Give the entries again in full. Nothing may be altered.

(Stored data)
....................

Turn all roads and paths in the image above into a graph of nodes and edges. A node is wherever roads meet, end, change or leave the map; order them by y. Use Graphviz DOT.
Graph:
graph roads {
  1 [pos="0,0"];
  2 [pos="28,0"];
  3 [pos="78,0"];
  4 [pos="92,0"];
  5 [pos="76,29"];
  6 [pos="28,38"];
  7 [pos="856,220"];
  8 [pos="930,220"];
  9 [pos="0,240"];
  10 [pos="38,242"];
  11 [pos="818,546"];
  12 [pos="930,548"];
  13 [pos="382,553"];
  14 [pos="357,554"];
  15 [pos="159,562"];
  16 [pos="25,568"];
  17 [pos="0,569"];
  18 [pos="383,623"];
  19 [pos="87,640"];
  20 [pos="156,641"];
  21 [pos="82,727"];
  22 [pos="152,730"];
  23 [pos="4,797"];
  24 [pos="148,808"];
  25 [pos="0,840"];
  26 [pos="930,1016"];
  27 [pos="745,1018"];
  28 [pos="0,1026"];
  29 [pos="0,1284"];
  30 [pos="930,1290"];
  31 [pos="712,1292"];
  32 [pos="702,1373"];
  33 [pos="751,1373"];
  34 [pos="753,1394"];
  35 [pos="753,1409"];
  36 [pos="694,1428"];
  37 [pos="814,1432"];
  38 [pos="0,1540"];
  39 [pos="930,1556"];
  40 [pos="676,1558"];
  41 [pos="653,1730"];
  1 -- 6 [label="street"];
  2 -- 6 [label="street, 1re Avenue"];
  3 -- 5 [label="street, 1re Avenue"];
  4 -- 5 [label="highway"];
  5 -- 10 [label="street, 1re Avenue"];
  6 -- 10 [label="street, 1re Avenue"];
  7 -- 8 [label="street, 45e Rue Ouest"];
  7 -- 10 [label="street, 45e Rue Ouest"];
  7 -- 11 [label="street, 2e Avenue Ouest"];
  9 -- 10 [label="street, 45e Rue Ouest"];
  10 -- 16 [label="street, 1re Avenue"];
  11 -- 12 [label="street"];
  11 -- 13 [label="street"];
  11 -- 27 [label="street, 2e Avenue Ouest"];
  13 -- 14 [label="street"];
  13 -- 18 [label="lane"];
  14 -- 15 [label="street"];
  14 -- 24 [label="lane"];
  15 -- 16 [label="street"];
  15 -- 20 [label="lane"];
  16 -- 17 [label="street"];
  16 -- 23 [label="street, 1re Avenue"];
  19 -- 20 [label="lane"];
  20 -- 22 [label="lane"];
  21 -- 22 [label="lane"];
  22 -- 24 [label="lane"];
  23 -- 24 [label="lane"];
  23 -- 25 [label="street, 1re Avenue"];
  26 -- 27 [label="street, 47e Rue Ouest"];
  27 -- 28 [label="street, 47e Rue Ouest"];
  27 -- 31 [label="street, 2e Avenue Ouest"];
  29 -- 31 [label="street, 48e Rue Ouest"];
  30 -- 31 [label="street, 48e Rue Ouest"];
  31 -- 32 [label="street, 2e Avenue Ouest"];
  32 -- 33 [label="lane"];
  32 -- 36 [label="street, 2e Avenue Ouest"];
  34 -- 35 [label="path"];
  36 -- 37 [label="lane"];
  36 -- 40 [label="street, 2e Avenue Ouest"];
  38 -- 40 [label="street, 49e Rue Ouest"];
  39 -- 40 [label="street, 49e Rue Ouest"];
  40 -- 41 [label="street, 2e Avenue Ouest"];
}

....................

- [Solution]
Turn all roads and paths in the image above into a graph of nodes and edges. A node is wherever roads meet, end, change or leave the map; order them by y. Use Graphviz DOT.
Graph:
graph roads {
  1 [pos="0,0"];
  2 [pos="28,0"];
  3 [pos="78,0"];
  4 [pos="92,0"];
  5 [pos="76,29"];
  6 [pos="28,38"];
  7 [pos="856,220"];
  8 [pos="930,220"];
  9 [pos="0,240"];
  10 [pos="38,242"];
  11 [pos="818,546"];
  12 [pos="930,548"];
  13 [pos="382,553"];
  14 [pos="357,554"];
  15 [pos="159,562"];
  16 [pos="25,568"];
  17 [pos="0,569"];
  18 [pos="383,623"];
  19 [pos="87,640"];
  20 [pos="156,641"];
  21 [pos="82,727"];
  22 [pos="152,730"];
  23 [pos="4,797"];
  24 [pos="148,808"];
  25 [pos="0,840"];
  26 [pos="930,1016"];
  27 [pos="745,1018"];
  28 [pos="0,1026"];
  29 [pos="0,1284"];
  30 [pos="930,1290"];
  31 [pos="712,1292"];
  32 [pos="702,1373"];
  33 [pos="751,1373"];
  34 [pos="753,1394"];
  35 [pos="753,1409"];
  36 [pos="694,1428"];
  37 [pos="814,1432"];
  38 [pos="0,1540"];
  39 [pos="930,1556"];
  40 [pos="676,1558"];
  41 [pos="653,1730"];
  1 -- 6 [label="street"];
  2 -- 6 [label="street, 1re Avenue"];
  3 -- 5 [label="street, 1re Avenue"];
  4 -- 5 [label="highway"];
  5 -- 10 [label="street, 1re Avenue"];
  6 -- 10 [label="street, 1re Avenue"];
  7 -- 8 [label="street, 45e Rue Ouest"];
  7 -- 10 [label="street, 45e Rue Ouest"];
  7 -- 11 [label="street, 2e Avenue Ouest"];
  9 -- 10 [label="street, 45e Rue Ouest"];
  10 -- 16 [label="street, 1re Avenue"];
  11 -- 12 [label="street"];
  11 -- 13 [label="street"];
  11 -- 27 [label="street, 2e Avenue Ouest"];
  13 -- 14 [label="street"];
  13 -- 18 [label="lane"];
  14 -- 15 [label="street"];
  14 -- 24 [label="lane"];
  15 -- 16 [label="street"];
  15 -- 20 [label="lane"];
  16 -- 17 [label="street"];
  16 -- 23 [label="street, 1re Avenue"];
  19 -- 20 [label="lane"];
  20 -- 22 [label="lane"];
  21 -- 22 [label="lane"];
  22 -- 24 [label="lane"];
  23 -- 24 [label="lane"];
  23 -- 25 [label="street, 1re Avenue"];
  26 -- 27 [label="street, 47e Rue Ouest"];
  27 -- 28 [label="street, 47e Rue Ouest"];
  27 -- 31 [label="street, 2e Avenue Ouest"];
  29 -- 31 [label="street, 48e Rue Ouest"];
  30 -- 31 [label="street, 48e Rue Ouest"];
  31 -- 32 [label="street, 2e Avenue Ouest"];
  32 -- 33 [label="lane"];
  32 -- 36 [label="street, 2e Avenue Ouest"];
  34 -- 35 [label="path"];
  36 -- 37 [label="lane"];
  36 -- 40 [label="street, 2e Avenue Ouest"];
  38 -- 40 [label="street, 49e Rue Ouest"];
  39 -- 40 [label="street, 49e Rue Ouest"];
  40 -- 41 [label="street, 2e Avenue Ouest"];
}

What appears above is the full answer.